• _Exercise goal_:
Repeat the entries below exactly. Drop the pictures.

--- Given information Enclosed Below ---

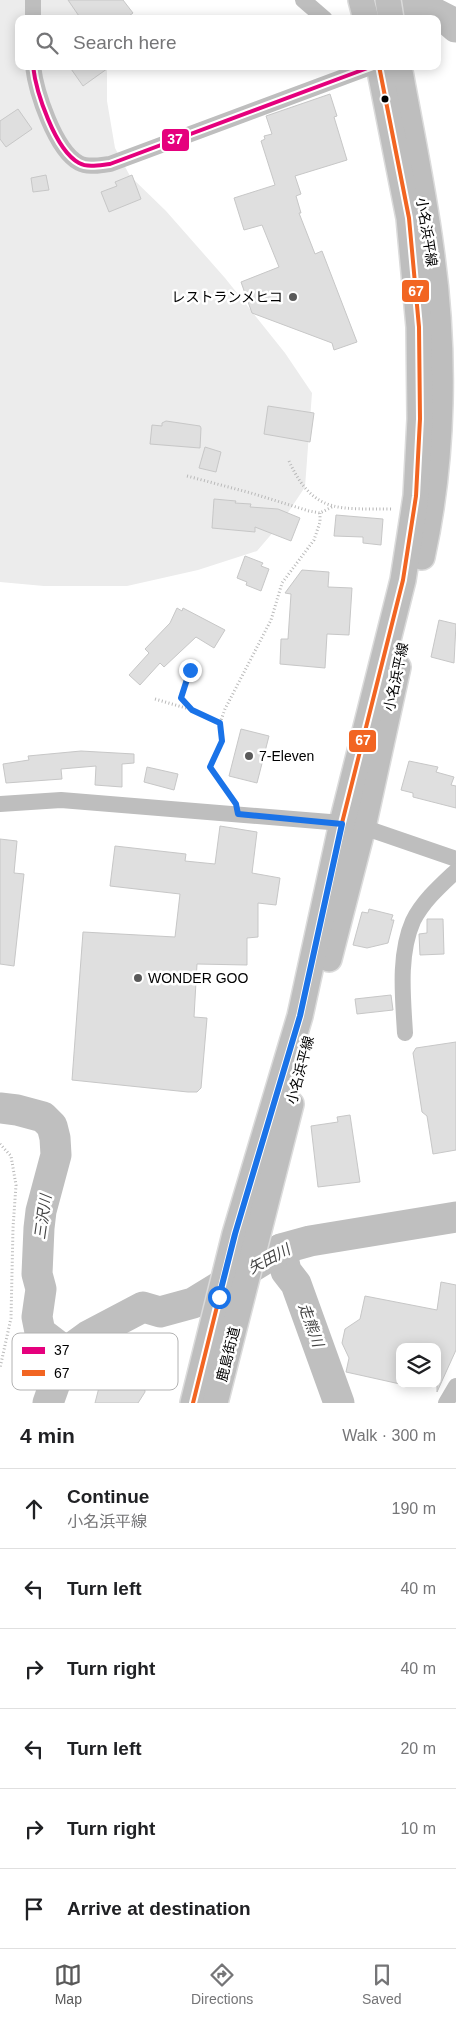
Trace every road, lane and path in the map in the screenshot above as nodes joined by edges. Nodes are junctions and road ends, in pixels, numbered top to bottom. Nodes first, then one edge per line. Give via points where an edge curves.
1 (33, 0) edge
2 (303, 0) edge
3 (388, 0) edge
4 (33, 15) edge
5 (320, 15) edge
6 (390, 15) edge
7 (34, 70) edge
8 (362, 70) edge
9 (380, 70) edge
10 (400, 70) edge
11 (289, 461) dead end
12 (187, 476) dead end
13 (332, 508) junction
14 (414, 510) junction
15 (320, 514) junction
16 (190, 670) dead end
17 (155, 699) dead end
18 (192, 710) junction
19 (220, 723) junction
20 (0, 804) edge
21 (238, 814) junction
22 (352, 825) junction
23 (456, 859) edge
24 (456, 871) edge
25 (405, 1033) dead end
26 (0, 1144) edge
27 (230, 1301) junction
28 (0, 1368) edge
29 (456, 1386) edge
30 (193, 1403) edge
31 (215, 1403) edge
32 (446, 1403) edge

1 - 4 street
2 - 5 street
3 - 6 main road
7 - 8 street via 39,94 61,145 80,164 93,166 110,164
9 - 14 main road, 小名浜平線 via 409,218 419,327 420,419
10 - 22 main road, 小名浜平線 via 432,258 440,349 437,452 430,523
11 - 13 path via 297,480 319,501
12 - 15 path
13 - 14 path
13 - 15 path
14 - 22 main road, 小名浜平線 via 403,580
15 - 19 path via 314,540 282,582 271,620
16 - 18 path via 181,698
17 - 18 path
18 - 19 path
19 - 21 path via 222,741 210,767 236,804
20 - 21 street via 61,800
21 - 22 street
22 - 23 street
22 - 27 main road, 小名浜平線
24 - 25 street via 429,898 413,921 404,964
26 - 28 path via 11,1156 16,1186 14,1292
27 - 30 main road, 小名浜平線
27 - 31 main road, 鹿島街道
29 - 32 street

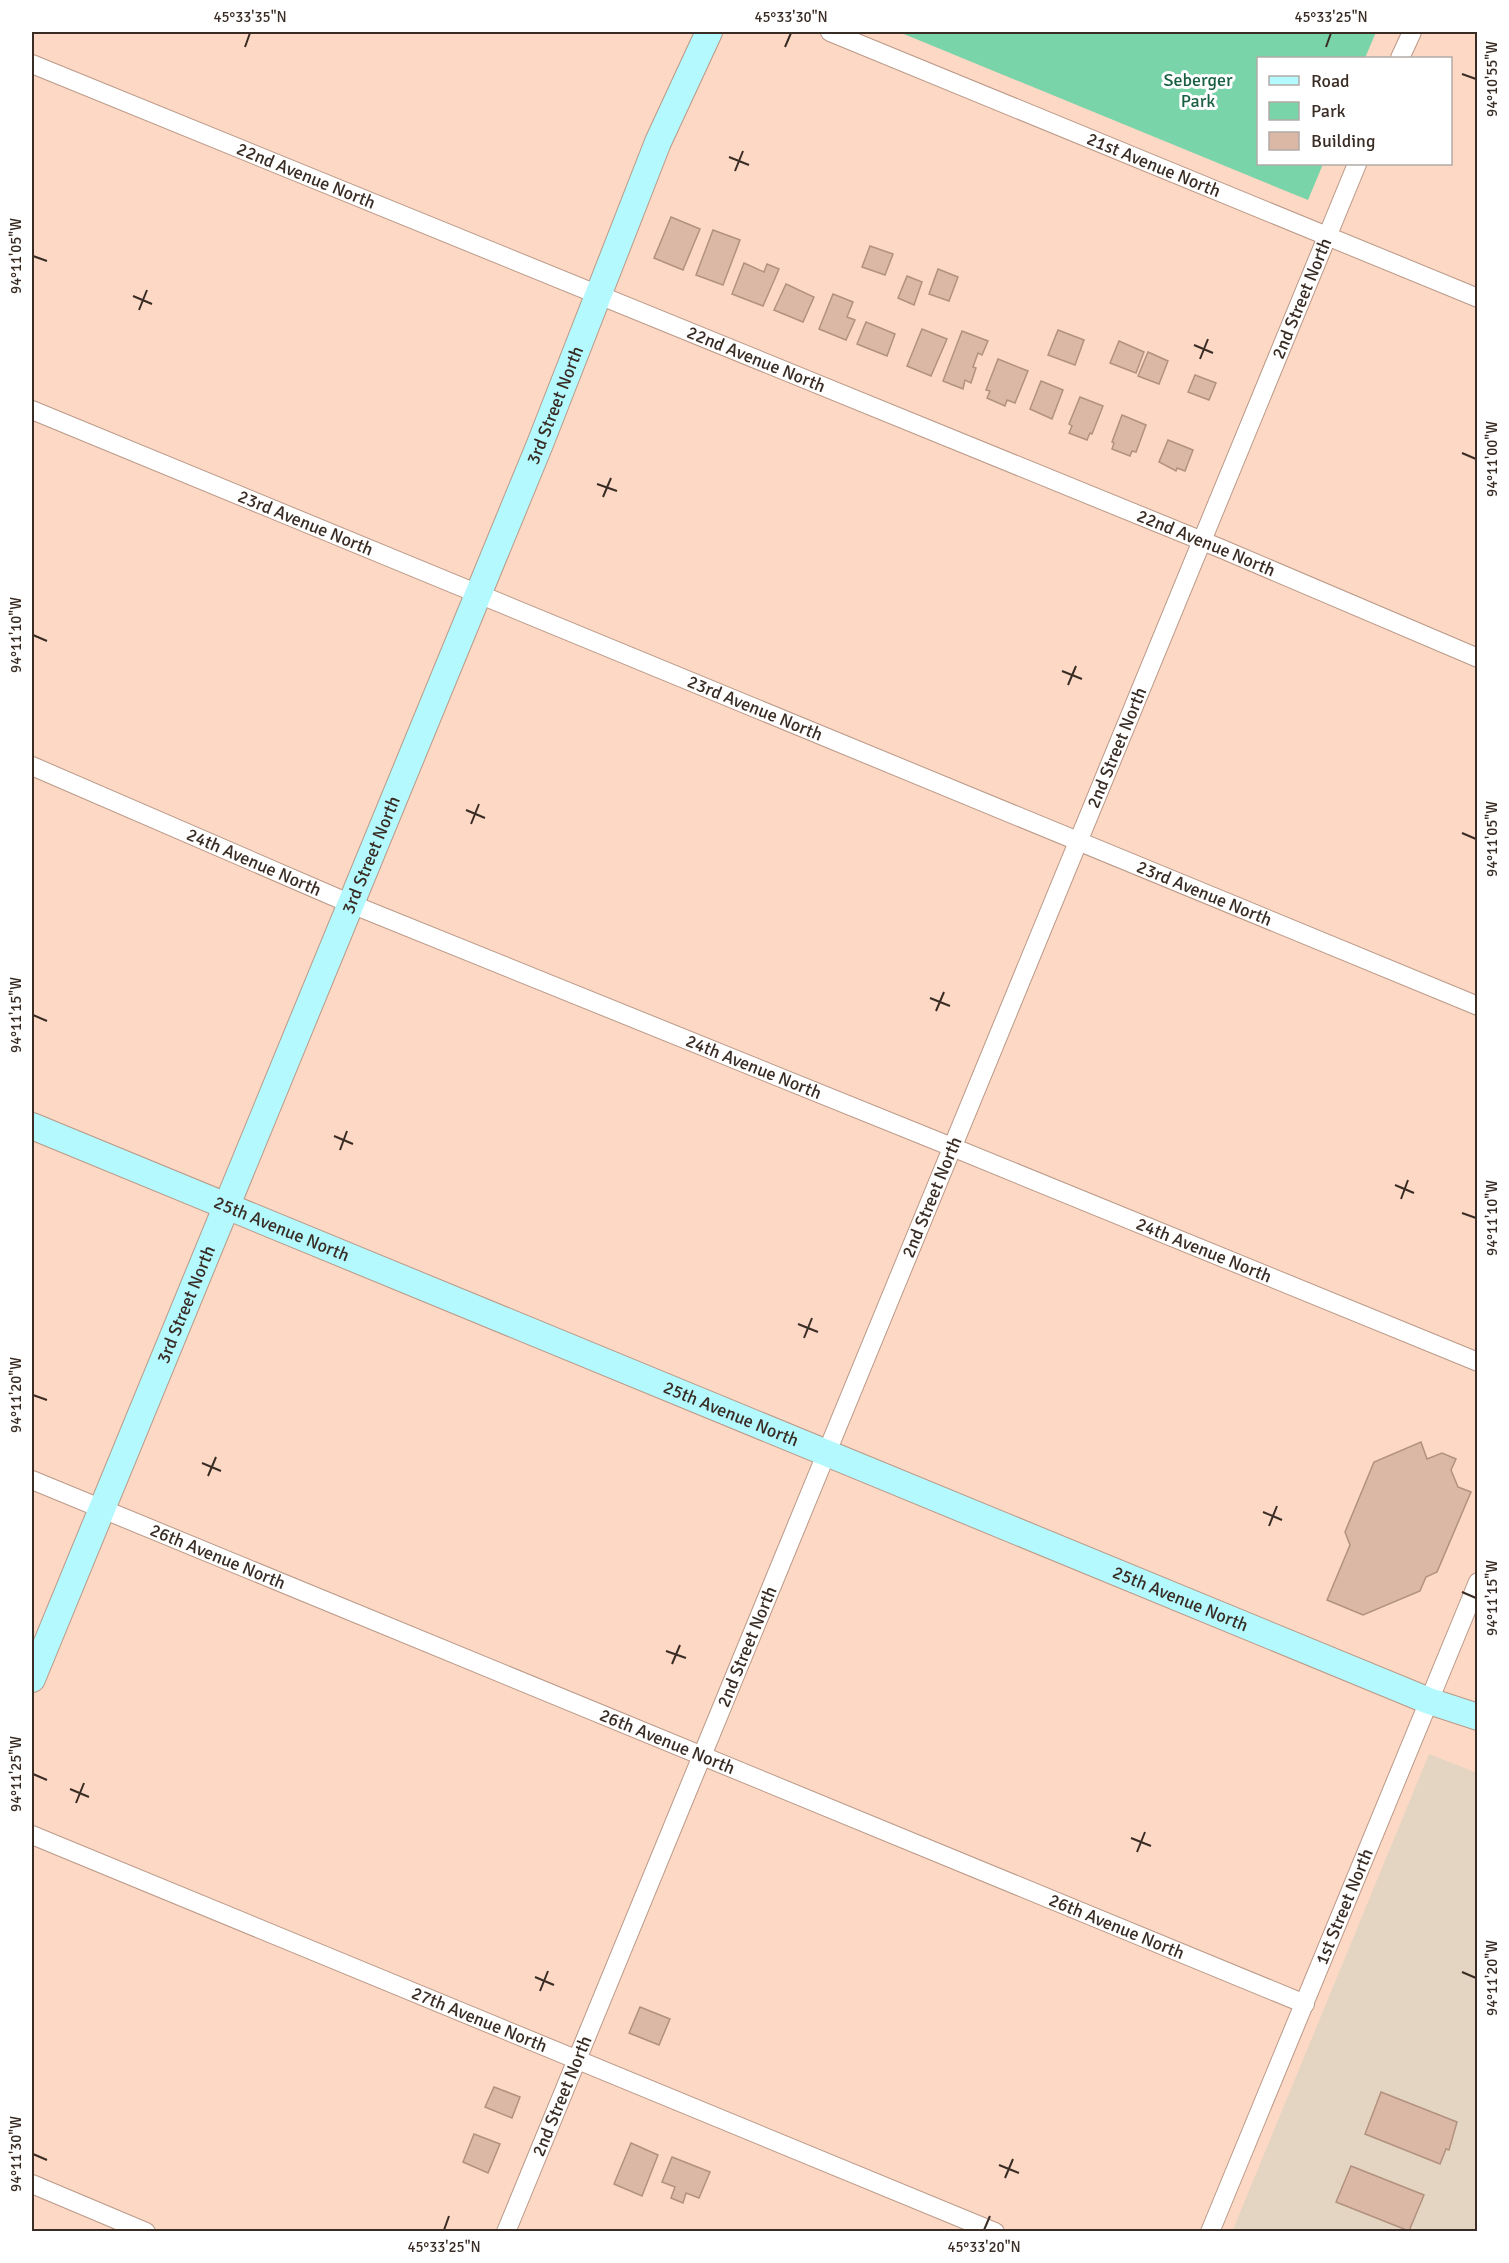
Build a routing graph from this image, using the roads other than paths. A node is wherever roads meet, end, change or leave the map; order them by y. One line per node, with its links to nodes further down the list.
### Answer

--- End of Enclosed Given information ---

• _Written solution_:
Trace every road, lane and path in the map in the screenshot above as nodes joined by edges. Nodes are junctions and road ends, in pixels, numbered top to bottom. Nodes first, then one edge per line. Give via points where an edge curves.
1 (33, 0) edge
2 (303, 0) edge
3 (388, 0) edge
4 (33, 15) edge
5 (320, 15) edge
6 (390, 15) edge
7 (34, 70) edge
8 (362, 70) edge
9 (380, 70) edge
10 (400, 70) edge
11 (289, 461) dead end
12 (187, 476) dead end
13 (332, 508) junction
14 (414, 510) junction
15 (320, 514) junction
16 (190, 670) dead end
17 (155, 699) dead end
18 (192, 710) junction
19 (220, 723) junction
20 (0, 804) edge
21 (238, 814) junction
22 (352, 825) junction
23 (456, 859) edge
24 (456, 871) edge
25 (405, 1033) dead end
26 (0, 1144) edge
27 (230, 1301) junction
28 (0, 1368) edge
29 (456, 1386) edge
30 (193, 1403) edge
31 (215, 1403) edge
32 (446, 1403) edge

1 - 4 street
2 - 5 street
3 - 6 main road
7 - 8 street via 39,94 61,145 80,164 93,166 110,164
9 - 14 main road, 小名浜平線 via 409,218 419,327 420,419
10 - 22 main road, 小名浜平線 via 432,258 440,349 437,452 430,523
11 - 13 path via 297,480 319,501
12 - 15 path
13 - 14 path
13 - 15 path
14 - 22 main road, 小名浜平線 via 403,580
15 - 19 path via 314,540 282,582 271,620
16 - 18 path via 181,698
17 - 18 path
18 - 19 path
19 - 21 path via 222,741 210,767 236,804
20 - 21 street via 61,800
21 - 22 street
22 - 23 street
22 - 27 main road, 小名浜平線
24 - 25 street via 429,898 413,921 404,964
26 - 28 path via 11,1156 16,1186 14,1292
27 - 30 main road, 小名浜平線
27 - 31 main road, 鹿島街道
29 - 32 street

Build a routing graph from this image, using the roads other than paths. A node is wherever roads meet, end, change or leave the map; order them by y. One line per node, with its links to nodes further down the list.
### Answer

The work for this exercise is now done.